Un buon segnale per le famiglie italiane arriva dall’aumento dei giorni a disposizione per beneficiare del Congedo Paternità.

Dall’anno 2020 i neopapà avranno 7 giorni e non più 5 a disposizione, grazie alla modifica inserita nella Legge di Bilancio 2020 e che consolida e amplia i diritti dei genitori per quanto riguarda l'assistenza ai propri figli.

Congedo Paternità 2020: Un’agevolazione della quale potranno godere tutti i lavoratori dipendenti

Tutti i neopapà o i padri adottivi che sono lavoratori dipendenti potranno richiedere il Congedo Paternità, un’astensione dal lavoro, che viene retribuita e per la quale si deve fare richiesta da parte del lavoratore entro i 5 mesi successivi alla data di nascita del figlio per i neopapà, oppure alla data di adozione o di affidamento di un bambino per il genitore adottivo.

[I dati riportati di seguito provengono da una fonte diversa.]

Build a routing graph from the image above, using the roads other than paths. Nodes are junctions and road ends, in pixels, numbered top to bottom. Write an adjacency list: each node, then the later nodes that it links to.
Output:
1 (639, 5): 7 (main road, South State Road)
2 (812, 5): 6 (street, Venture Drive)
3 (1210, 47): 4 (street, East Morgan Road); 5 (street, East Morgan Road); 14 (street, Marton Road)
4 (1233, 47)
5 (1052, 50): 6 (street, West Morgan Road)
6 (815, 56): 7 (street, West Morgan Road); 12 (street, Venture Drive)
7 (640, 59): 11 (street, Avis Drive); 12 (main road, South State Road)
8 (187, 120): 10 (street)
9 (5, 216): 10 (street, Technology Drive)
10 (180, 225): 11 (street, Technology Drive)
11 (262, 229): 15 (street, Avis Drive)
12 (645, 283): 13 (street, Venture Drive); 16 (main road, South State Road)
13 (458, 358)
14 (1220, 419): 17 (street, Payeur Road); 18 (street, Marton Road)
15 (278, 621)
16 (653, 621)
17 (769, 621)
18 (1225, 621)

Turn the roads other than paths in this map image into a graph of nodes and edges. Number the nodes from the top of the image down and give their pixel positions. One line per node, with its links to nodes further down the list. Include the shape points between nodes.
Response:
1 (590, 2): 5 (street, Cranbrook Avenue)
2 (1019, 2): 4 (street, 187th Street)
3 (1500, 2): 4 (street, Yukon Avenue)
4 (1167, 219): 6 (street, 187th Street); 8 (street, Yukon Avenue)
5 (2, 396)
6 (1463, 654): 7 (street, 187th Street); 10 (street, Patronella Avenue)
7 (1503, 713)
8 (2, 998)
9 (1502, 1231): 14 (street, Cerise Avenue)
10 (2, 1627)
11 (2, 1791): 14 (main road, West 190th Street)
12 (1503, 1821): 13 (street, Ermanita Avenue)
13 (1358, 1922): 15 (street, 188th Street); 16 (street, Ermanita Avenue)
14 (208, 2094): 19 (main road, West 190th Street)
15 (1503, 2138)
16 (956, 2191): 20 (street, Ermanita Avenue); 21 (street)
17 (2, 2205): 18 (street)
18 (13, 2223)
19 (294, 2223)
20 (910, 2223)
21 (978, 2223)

Questa modifica positiva della normativa attualmente vigente, che risale al 2012, è stata apportata per iniziare l’adeguamento a quanto richiesto dall’Unione Europea, con l’obiettivo di arrivare a 10 giorni entro il 2022.

I lavoratori che vogliono usufruire di questa opportunità devono comunicare la loro richiesta al datore di lavoro almeno 15 giorni prima della data di effettuazione.

L’indennità giornaliera che riceve il lavoratore per questi giorni di assenza dal lavoro è a carico dell’INPS ed è uguale all’intera retribuzione.

Oltre all’aumento dei giorni di congedo i padri possono usufruire di un ulteriore giorno, in questo caso in sostituzione di uno dei giorni spettanti alla madre.